▸ **Collected data**:
——————————

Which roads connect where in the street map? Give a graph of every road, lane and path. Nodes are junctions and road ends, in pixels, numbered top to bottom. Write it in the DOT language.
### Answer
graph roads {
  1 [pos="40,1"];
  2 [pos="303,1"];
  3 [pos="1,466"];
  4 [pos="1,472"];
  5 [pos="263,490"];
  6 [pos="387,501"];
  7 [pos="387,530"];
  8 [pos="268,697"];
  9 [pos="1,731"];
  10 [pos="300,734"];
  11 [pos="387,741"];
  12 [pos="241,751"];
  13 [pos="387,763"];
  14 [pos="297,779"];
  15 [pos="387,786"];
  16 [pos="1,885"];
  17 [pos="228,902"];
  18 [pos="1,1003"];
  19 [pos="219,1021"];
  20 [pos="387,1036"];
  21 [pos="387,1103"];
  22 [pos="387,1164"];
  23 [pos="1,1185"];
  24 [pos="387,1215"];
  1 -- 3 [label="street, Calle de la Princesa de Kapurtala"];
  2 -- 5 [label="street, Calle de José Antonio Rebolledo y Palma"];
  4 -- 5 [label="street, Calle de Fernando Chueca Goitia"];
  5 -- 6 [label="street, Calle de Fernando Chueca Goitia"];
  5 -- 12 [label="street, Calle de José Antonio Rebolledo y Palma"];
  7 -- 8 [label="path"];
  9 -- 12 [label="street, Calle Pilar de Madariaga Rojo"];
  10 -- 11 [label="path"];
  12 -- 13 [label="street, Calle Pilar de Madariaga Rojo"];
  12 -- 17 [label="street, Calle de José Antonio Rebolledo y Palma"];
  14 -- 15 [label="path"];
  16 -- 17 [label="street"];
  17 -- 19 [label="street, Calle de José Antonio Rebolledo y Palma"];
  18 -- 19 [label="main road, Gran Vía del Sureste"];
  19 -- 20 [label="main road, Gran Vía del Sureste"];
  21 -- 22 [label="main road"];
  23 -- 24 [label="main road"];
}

——————————

▸ **PROBLEM**:
Which lines in the records above include the word "José"? Copy them out.

▸ **ANSWER SECTION**:
  2 -- 5 [label="street, Calle de José Antonio Rebolledo y Palma"];
  5 -- 12 [label="street, Calle de José Antonio Rebolledo y Palma"];
  12 -- 17 [label="street, Calle de José Antonio Rebolledo y Palma"];
  17 -- 19 [label="street, Calle de José Antonio Rebolledo y Palma"];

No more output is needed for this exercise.